The field of human animation and interaction is rapidly advancing, with a focus on creating more realistic and interactive experiences. One of the key trends is the use of diffusion-based models, which have shown impressive results in generating high-quality video and animating human characters. These models are being used to create more realistic facial expressions, body movements, and interactions between humans and objects.
Another area of research is the development of frameworks that can generate video content with multiple concepts, such as humans, objects, and audio conditions. These frameworks are enabling the creation of more complex and interactive videos, with applications in fields such as e-commerce, education, and entertainment.
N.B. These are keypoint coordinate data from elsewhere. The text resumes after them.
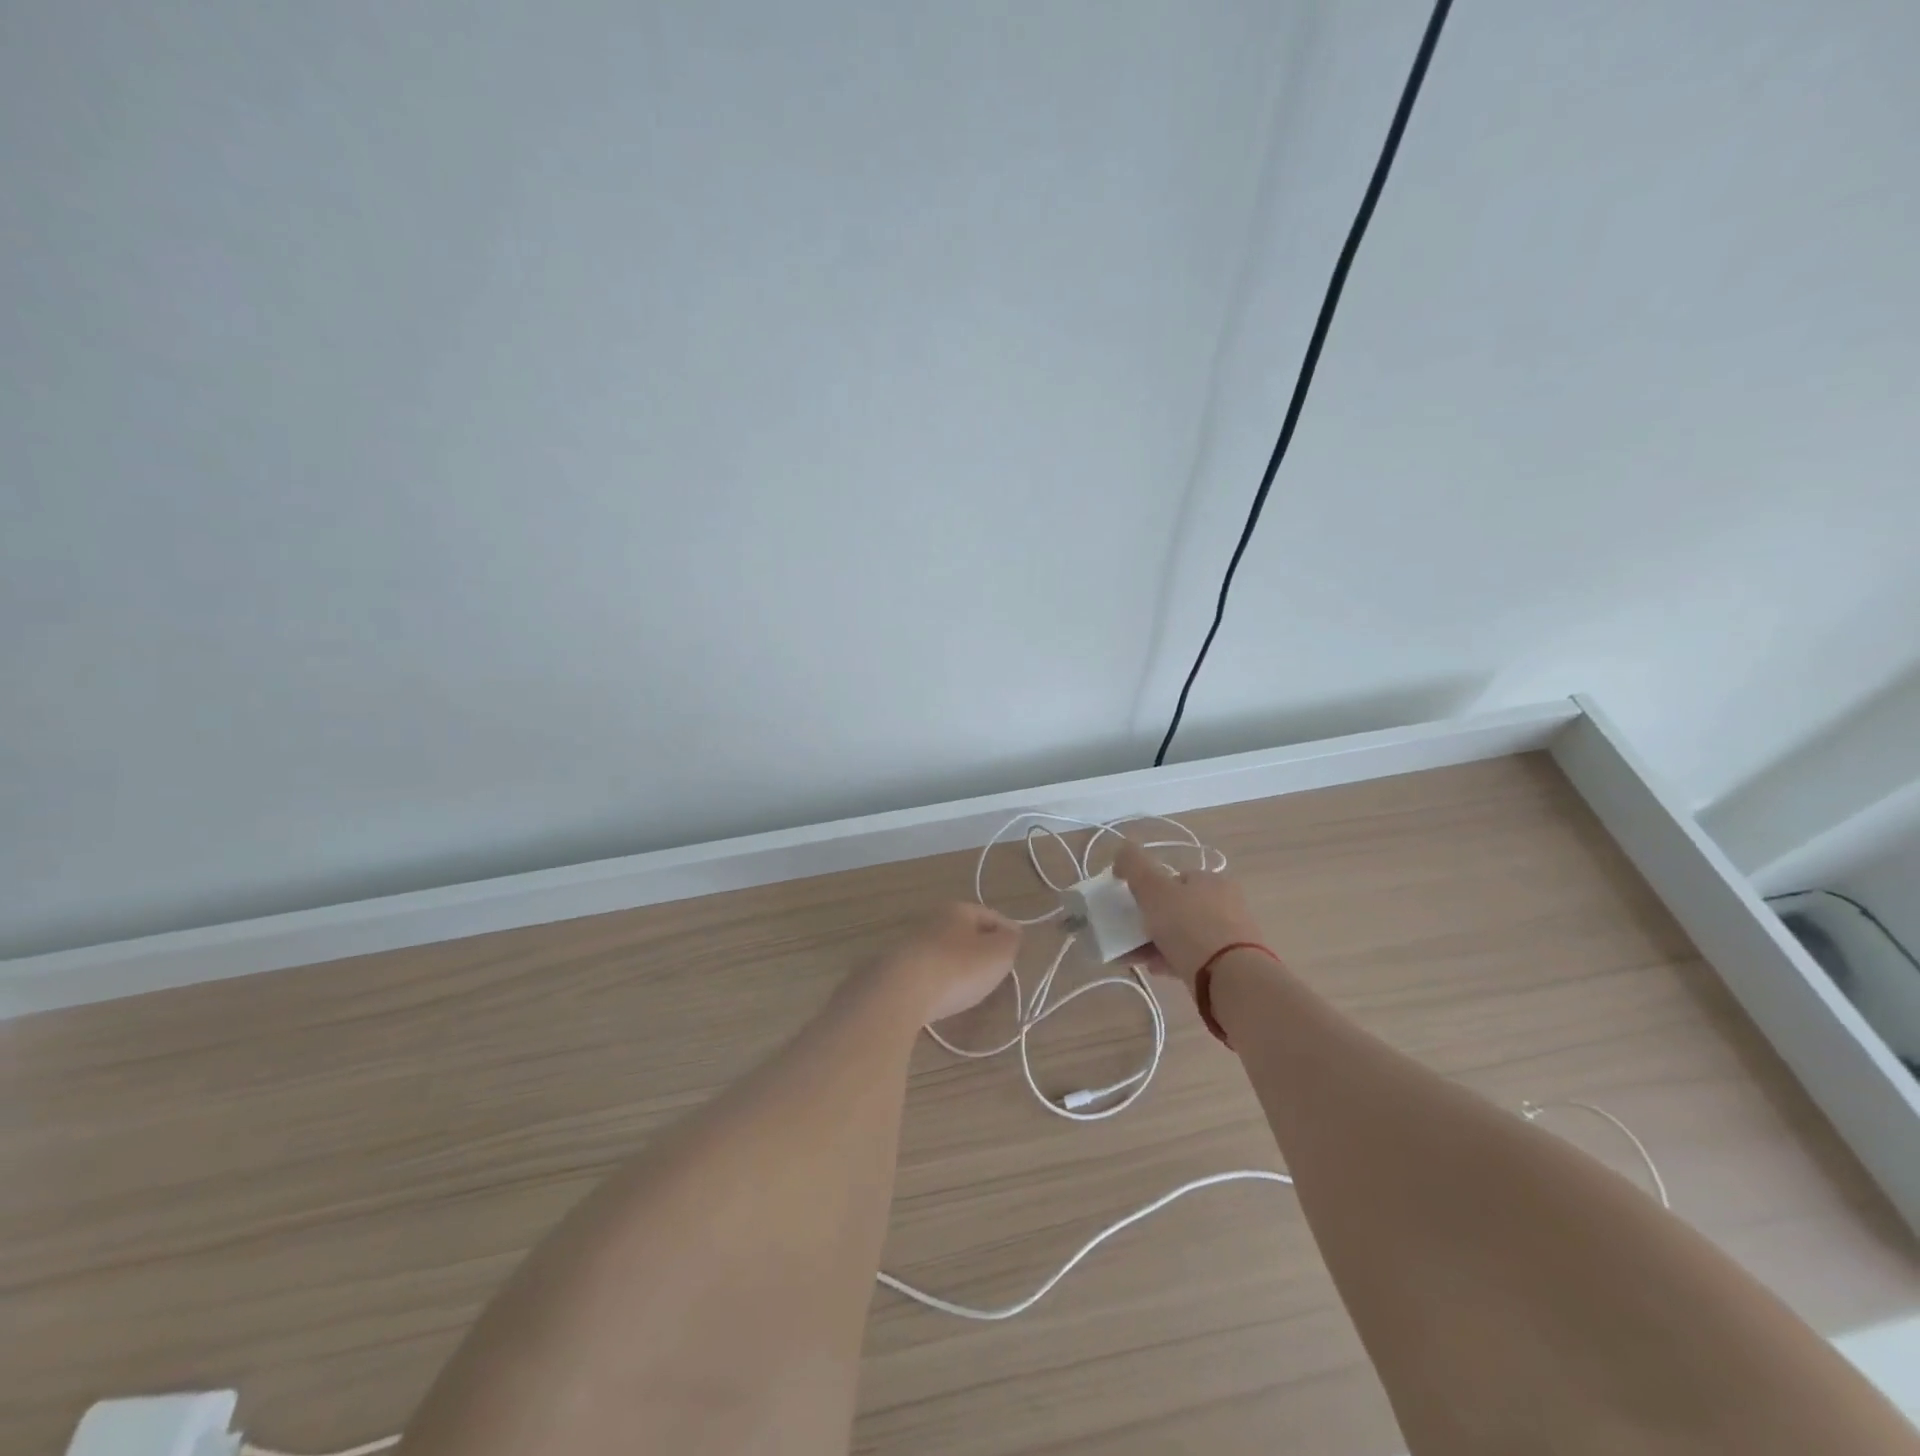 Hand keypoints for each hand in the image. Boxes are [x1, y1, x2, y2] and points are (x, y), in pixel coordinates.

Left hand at [881, 902, 1021, 1023]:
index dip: (1008, 932)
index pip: (992, 915)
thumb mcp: (998, 954)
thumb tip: (1013, 933)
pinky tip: (946, 995)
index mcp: (958, 909)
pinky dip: (941, 979)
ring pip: (947, 951)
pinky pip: (930, 970)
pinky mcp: (898, 967)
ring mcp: (913, 942)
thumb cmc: (958, 967)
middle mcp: (934, 919)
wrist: (900, 991)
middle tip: (998, 970)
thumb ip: (1011, 941)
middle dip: (984, 948)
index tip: (1018, 951)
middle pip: (967, 932)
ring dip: (961, 964)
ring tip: (973, 986)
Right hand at [1112, 843, 1268, 992]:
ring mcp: (1232, 936)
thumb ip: (1134, 866)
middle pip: (1179, 908)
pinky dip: (1173, 960)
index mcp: (1213, 880)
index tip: (1134, 906)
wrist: (1231, 979)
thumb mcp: (1154, 889)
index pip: (1176, 878)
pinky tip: (1156, 969)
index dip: (1150, 889)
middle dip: (1152, 921)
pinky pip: (1195, 958)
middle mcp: (1227, 904)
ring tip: (1136, 956)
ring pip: (1185, 935)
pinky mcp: (1232, 965)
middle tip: (1132, 933)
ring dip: (1159, 943)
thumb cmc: (1189, 926)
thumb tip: (1122, 850) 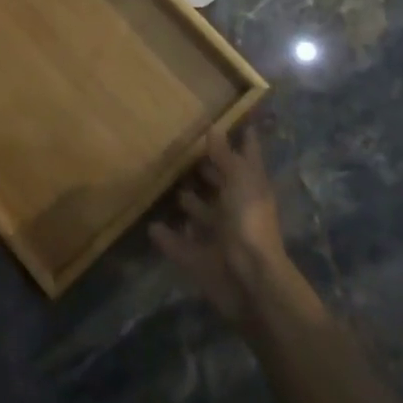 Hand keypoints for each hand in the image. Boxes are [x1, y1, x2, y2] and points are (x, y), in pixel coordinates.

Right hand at [150, 126, 304, 325]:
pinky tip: (151, 226)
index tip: (232, 120)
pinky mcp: (202, 259)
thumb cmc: (249, 223)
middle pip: (222, 185)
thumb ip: (225, 157)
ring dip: (189, 203)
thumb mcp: (239, 181)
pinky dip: (168, 237)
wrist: (250, 283)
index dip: (244, 139)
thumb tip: (214, 129)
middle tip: (183, 151)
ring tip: (166, 185)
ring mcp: (220, 236)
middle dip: (208, 171)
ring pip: (202, 215)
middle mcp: (236, 209)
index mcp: (250, 188)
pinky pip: (180, 245)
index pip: (248, 156) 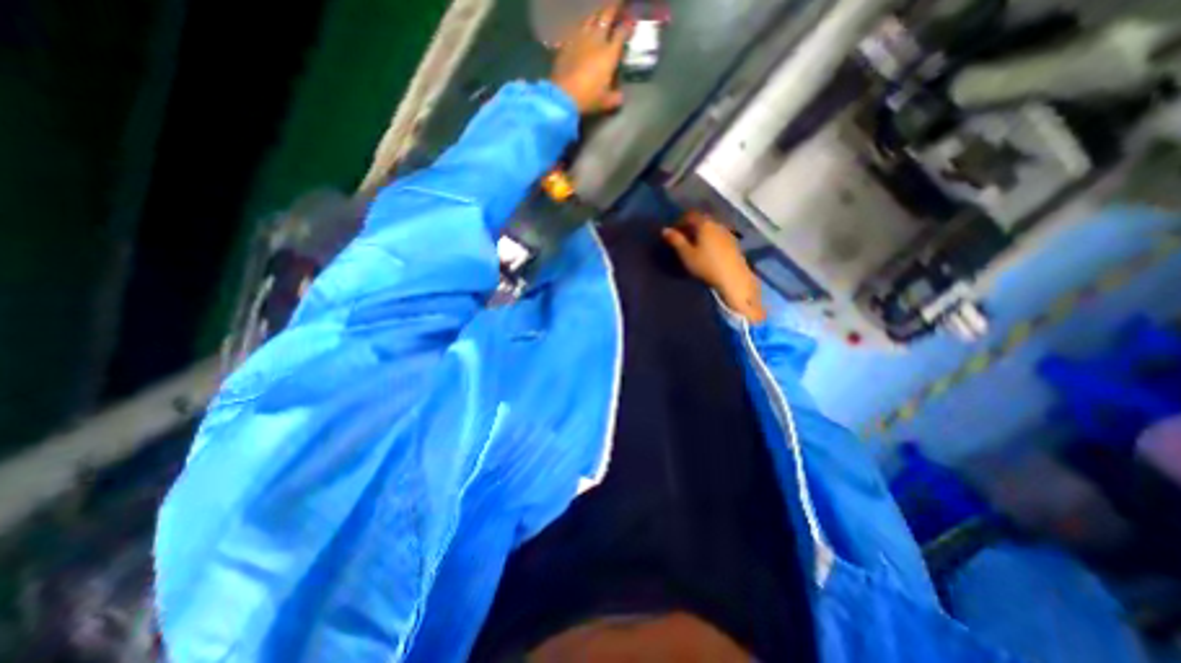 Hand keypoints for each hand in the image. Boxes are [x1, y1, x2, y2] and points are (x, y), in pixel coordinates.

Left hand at [551, 0, 632, 114]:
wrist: (563, 95)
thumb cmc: (588, 98)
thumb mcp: (606, 102)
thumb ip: (615, 98)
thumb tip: (620, 96)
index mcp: (609, 53)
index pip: (622, 33)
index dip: (628, 26)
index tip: (631, 23)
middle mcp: (596, 40)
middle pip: (606, 16)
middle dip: (614, 8)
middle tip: (618, 4)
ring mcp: (580, 38)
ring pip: (590, 18)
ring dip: (597, 13)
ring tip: (600, 13)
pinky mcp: (567, 42)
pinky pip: (576, 27)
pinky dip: (581, 25)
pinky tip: (582, 26)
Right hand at [662, 211, 765, 324]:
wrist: (733, 278)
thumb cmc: (706, 265)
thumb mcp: (687, 254)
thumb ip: (676, 240)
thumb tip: (664, 229)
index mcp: (704, 224)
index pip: (690, 215)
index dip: (680, 221)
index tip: (673, 232)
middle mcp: (717, 224)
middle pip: (702, 220)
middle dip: (691, 226)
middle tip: (682, 238)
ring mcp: (727, 233)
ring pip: (711, 228)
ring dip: (702, 233)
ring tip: (694, 245)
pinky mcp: (734, 243)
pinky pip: (718, 236)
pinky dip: (711, 239)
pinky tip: (708, 251) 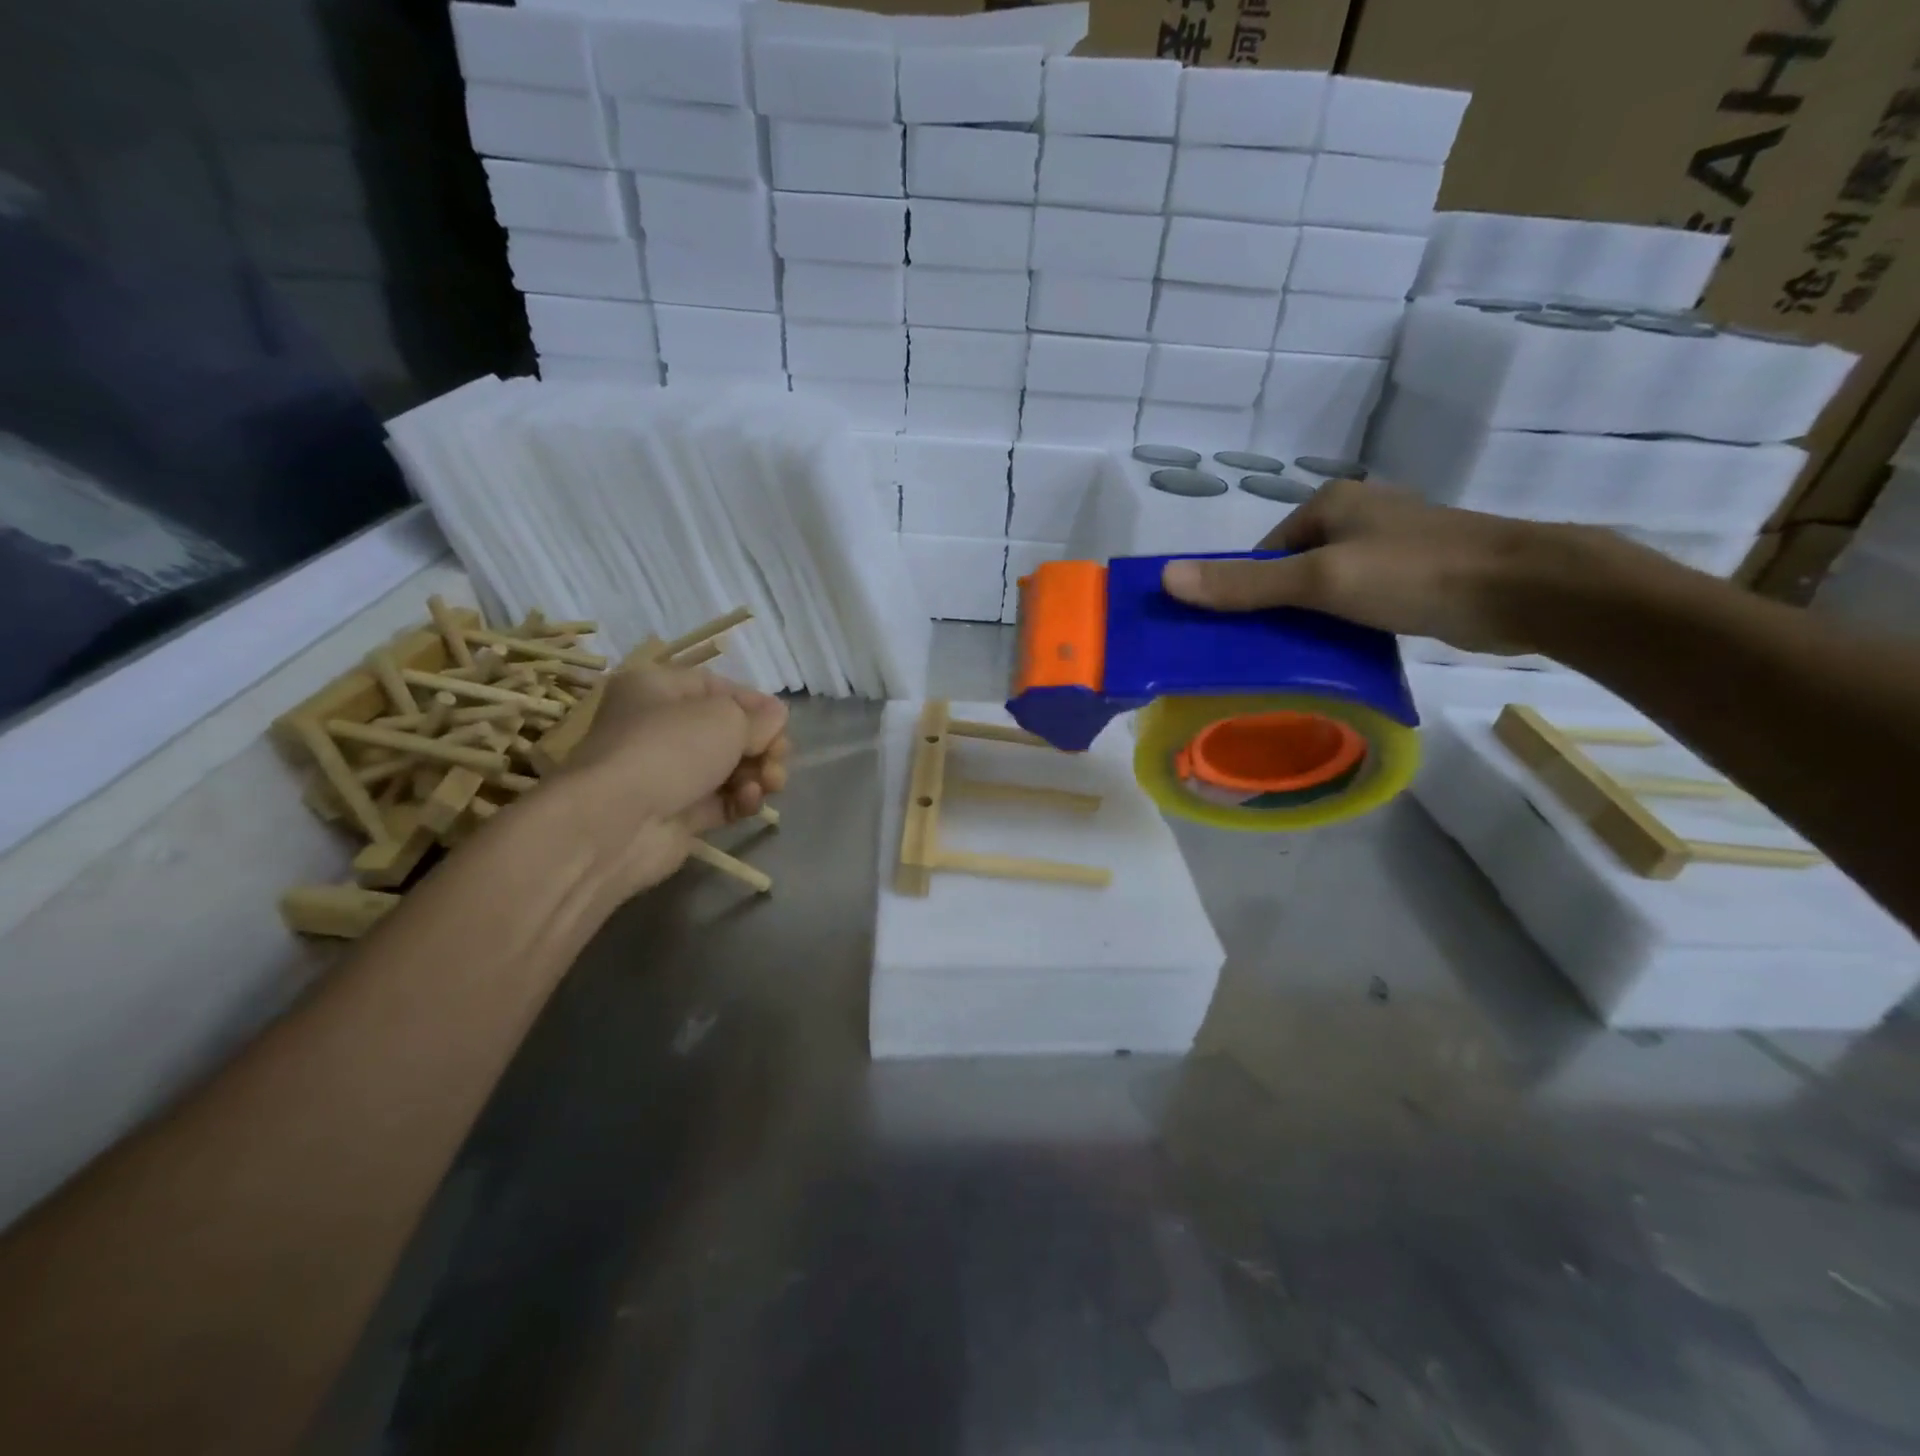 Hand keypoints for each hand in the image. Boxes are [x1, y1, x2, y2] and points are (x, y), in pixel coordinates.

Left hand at [551, 664, 789, 898]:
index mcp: (657, 689)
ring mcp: (667, 774)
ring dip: (757, 774)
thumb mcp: (726, 718)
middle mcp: (658, 728)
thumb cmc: (669, 749)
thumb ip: (759, 718)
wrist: (616, 823)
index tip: (782, 722)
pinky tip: (750, 802)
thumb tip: (776, 718)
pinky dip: (741, 801)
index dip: (754, 704)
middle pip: (728, 732)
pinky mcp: (677, 814)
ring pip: (729, 769)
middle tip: (778, 758)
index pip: (717, 688)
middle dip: (762, 745)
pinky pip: (722, 802)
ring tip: (770, 783)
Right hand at [1160, 478, 1615, 653]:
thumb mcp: (1319, 580)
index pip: (1264, 551)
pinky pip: (1358, 601)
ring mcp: (1390, 545)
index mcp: (1330, 503)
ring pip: (1327, 588)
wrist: (1525, 590)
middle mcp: (1358, 517)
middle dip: (1277, 608)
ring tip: (1300, 658)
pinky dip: (1344, 625)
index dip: (1245, 591)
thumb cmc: (1413, 573)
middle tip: (1265, 653)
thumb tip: (1167, 577)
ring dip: (1311, 620)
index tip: (1238, 635)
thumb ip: (1245, 583)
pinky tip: (1342, 653)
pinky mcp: (1416, 576)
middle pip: (1292, 569) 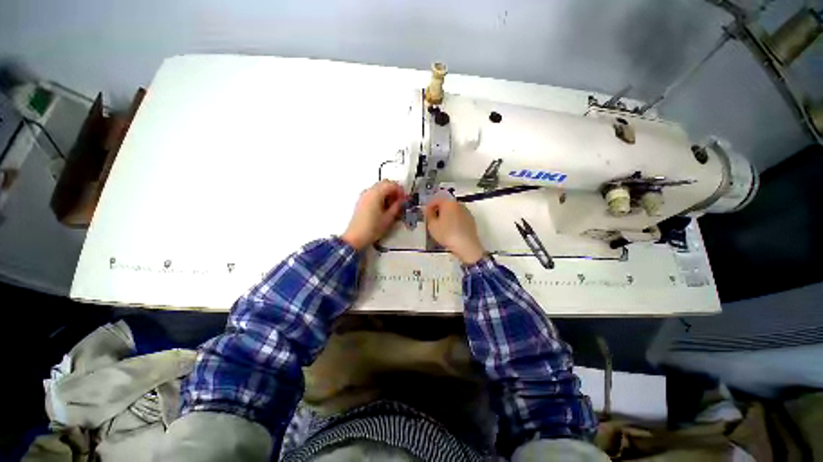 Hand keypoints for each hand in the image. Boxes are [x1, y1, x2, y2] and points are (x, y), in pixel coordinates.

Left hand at [341, 180, 406, 249]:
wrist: (355, 237)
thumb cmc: (373, 228)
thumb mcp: (389, 218)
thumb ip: (397, 206)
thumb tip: (403, 200)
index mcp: (376, 193)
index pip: (392, 184)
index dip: (401, 190)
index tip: (405, 199)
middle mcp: (369, 191)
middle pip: (384, 183)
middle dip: (394, 190)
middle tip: (400, 201)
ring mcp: (363, 195)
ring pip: (379, 188)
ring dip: (387, 193)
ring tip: (392, 206)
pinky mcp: (361, 201)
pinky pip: (373, 193)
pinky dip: (381, 196)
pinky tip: (383, 208)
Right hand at [424, 198, 485, 264]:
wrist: (466, 246)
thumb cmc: (447, 234)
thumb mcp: (432, 225)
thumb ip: (429, 214)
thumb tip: (429, 209)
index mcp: (448, 202)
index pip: (436, 199)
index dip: (429, 206)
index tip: (425, 214)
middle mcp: (458, 204)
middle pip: (445, 203)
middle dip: (438, 210)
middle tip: (432, 220)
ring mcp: (466, 211)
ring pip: (453, 210)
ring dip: (446, 215)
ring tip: (441, 226)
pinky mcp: (471, 219)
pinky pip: (459, 216)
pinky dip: (453, 220)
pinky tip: (451, 229) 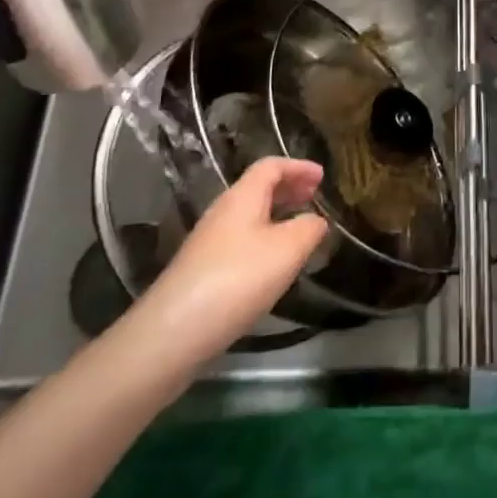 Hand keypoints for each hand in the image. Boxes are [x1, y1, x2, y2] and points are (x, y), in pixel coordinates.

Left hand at [128, 158, 329, 369]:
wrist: (174, 331)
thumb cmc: (237, 278)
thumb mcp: (287, 250)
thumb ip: (309, 229)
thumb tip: (315, 220)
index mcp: (243, 196)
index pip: (271, 166)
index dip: (298, 167)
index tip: (322, 176)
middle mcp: (223, 211)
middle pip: (258, 188)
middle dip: (288, 188)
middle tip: (313, 196)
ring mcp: (209, 241)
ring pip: (250, 215)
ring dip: (277, 214)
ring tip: (299, 228)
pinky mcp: (203, 269)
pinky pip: (241, 239)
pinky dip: (264, 238)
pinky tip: (273, 262)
The use of attention mechanisms and multimodal fusion is also becoming increasingly popular, allowing for more precise control over the generation of video content and enabling the incorporation of multiple sources of information, such as text, audio, and images.
Notable papers in this area include:
- LLIA, which presents a novel audio-driven portrait video generation framework that achieves low-latency and high-fidelity output.
- ChronoTailor, which introduces a diffusion-based framework for fine-grained video virtual try-on that generates temporally consistent videos while preserving garment details.
- HunyuanVideo-HOMA, which proposes a weakly conditioned multimodal-driven framework for generic human-object interaction in multimodal driven human animation.
- HopaDIFF, which pioneers textual reference-guided human action segmentation in multi-person settings and achieves state-of-the-art results on the RHAS133 dataset.
- InterActHuman, which introduces a novel framework for multi-concept human animation with layout-aligned audio conditions and enables the generation of controllable multi-concept human-centric videos.
- Controllable Expressive 3D Facial Animation, which presents a diffusion-based framework for controllable expressive 3D facial animation via diffusion in a unified multimodal space.
- DreamActor-H1, which proposes a Diffusion Transformer-based framework for high-fidelity human-product demonstration video generation via motion-designed diffusion transformers.